The middle option (which to me seems very plausible at a school like the University of Illinois) does just the opposite of what seems currently prevalent.  Whereas now the difficulty of abstraction is fully present and the other difficulties are not present at all, this option would allow any natural difficulties and only deal with a portion of the abstract difficulty.  What I propose is this:  for any limit that shows up in the course (say \lim_{x \rightarrow c} f(x) = r) you should expect students to be able to answer a question like:  Find positive real number \delta so that:  If  |x -c| < \delta then |f(x) - r|< \frac{1}{100}.  Of course the analogous thing should be required for limits as x goes to infinity.

You may say that it only a small step from this to the full definition, but I think otherwise.  I think we should not underestimate the difficulty of successive quantifiers for beginning calculus students.  Also, it seems clear that if a student is unable to do a problem like this, being able carefully prove that \lim_{x \rightarrow 4} \sqrt {x} = 2 is rather meaningless.

It seems to me that this would be a good step in the right direction for students.  We are clearly moving in the direction of rigor,  yet we retain some degree of tangibility.  Also, the difficulties that the students will face are meaningful difficulties (they will deal with more than abstractions of trivialities).

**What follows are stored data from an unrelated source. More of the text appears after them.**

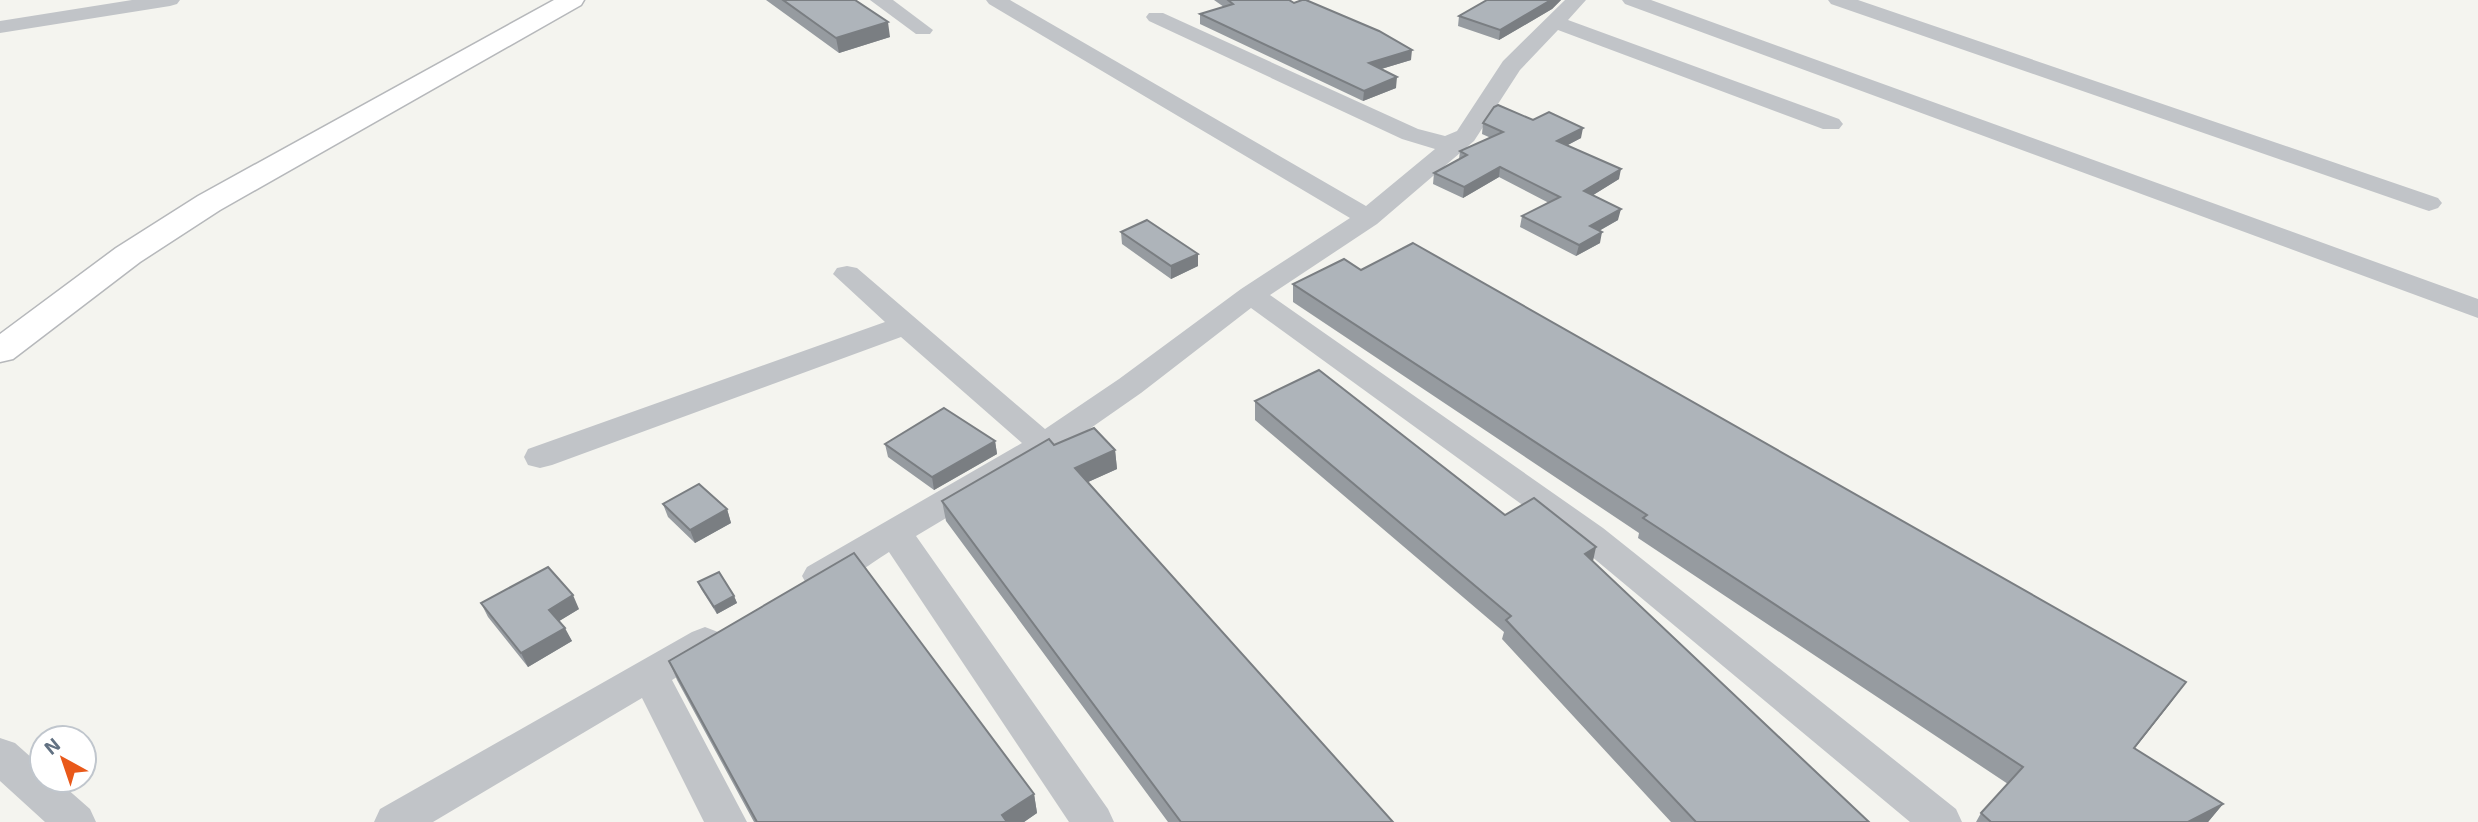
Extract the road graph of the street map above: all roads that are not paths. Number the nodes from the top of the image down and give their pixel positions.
1 (170, 0) edge
2 (549, 0) edge
3 (572, 0) edge
4 (880, 0) edge
5 (996, 0) edge
6 (1575, 0) edge
7 (1632, 0) edge
8 (1838, 0) edge
9 (1156, 17) dead end
10 (1553, 21) junction
11 (512, 25) junction
12 (0, 27) edge
13 (923, 30) dead end
14 (1831, 124) dead end
15 (1458, 142) junction
16 (2429, 203) dead end
17 (1368, 218) junction
18 (846, 274) dead end
19 (1251, 295) junction
20 (2478, 309) edge
21 (0, 324) edge
22 (906, 325) junction
23 (0, 351) edge
24 (1044, 445) junction
25 (540, 457) dead end
26 (895, 533) junction
27 (789, 594) edge
28 (731, 627) edge
29 (649, 674) junction
30 (0, 755) edge
31 (75, 822) edge
32 (395, 822) edge
33 (726, 822) edge
34 (1093, 822) edge
35 (1941, 822) edge

1 - 12 street
2 - 11 highway
3 - 11 highway
4 - 13 street
5 - 17 street
6 - 10 street
7 - 20 street
8 - 16 street
9 - 15 street
10 - 14 street
10 - 15 street
11 - 21 highway
11 - 23 highway
15 - 17 street
17 - 19 street
18 - 22 street
19 - 24 street
19 - 35 street
22 - 24 street
22 - 25 street
24 - 26 street
26 - 27 street
26 - 34 street
28 - 29 street
29 - 32 street
29 - 33 street
30 - 31 street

On the Product and Quotient Rules

September 27, 2009

I was recently reading in Courant’s Differential and Integral Calculus and I found a much better formulation of the product and quotient rules than what typically appears in modern textbooks (the English edition of Courant’s book, by the way, is now 75 years old.  Does anyone know if this is its last year of copyright in the US?).  The usual formulation of the product and quotient rules is as follows:  Let r(x) = f(x) g(x) and s(x) = \frac{f(x)}{g(x)} where f(x) and g(x) are differentiable functions.  Then:

r^\prime (x) = f(x) g^\prime (x) + f^\prime (x) g(x)

and

s^\prime (x) = \frac{g(x)f^\prime (x) - f(x) g^\prime (x)}{ [g(x)]^2}

Compare this with Courant’s formulation:

\frac {r^\prime (x)}{r(x)} = \frac{f^\prime (x)}{f(x)} + \frac{g^\prime (x)}{ g (x)}

and

\frac {s^\prime (x)}{s(x)} = \frac{f^\prime (x)}{f(x)} - \frac{g^\prime (x)}{ g (x)}

Courant’s formulation of these rules is much simpler (especially in the case of the quotient rule) and show that the product and quotient rules are very closely related (of course they have to be very closely related since division is the inverse of multiplication; what is great about Courant’s formulation is that this relationship is very apparent).

Another point in favor of Courant’s formulation is that is extremely easy to generalize.  It is one easy step from Courant’s formulation to:

\frac{(f_1 f_2 ... f_n)^\prime}{(f_1 f_2 ... f_n)} = \frac{f_1^\prime}{f_1} + \frac{f_2^\prime}{f_2} + ... + \frac{f_n^\prime}{f_n}

This gives a simple proof of the power rule for natural numbers (Courant proves the power rule this way in his book).  It is also just one easy step to full product/quotient rule:   If q = \frac{(f_1 f_2 ... f_n)}{(g_1 g_2 ... g_m)}, then:

\frac{q^\prime}{q} = (\frac{f_1^\prime}{f_1} + \frac{f_2^\prime}{f_2} + ... + \frac{f_n^\prime}{f_n}) - (\frac{g_1^\prime}{g_1} + \frac{g_2^\prime}{g_2} + ... + \frac{g_m^\prime}{g_m})

I should mention that this generalized formula is a simple application of logarithmic differentiation.  This gives credence to the notion that the truly important differentiation rule is the chain rule.  Everything else easily follows from that.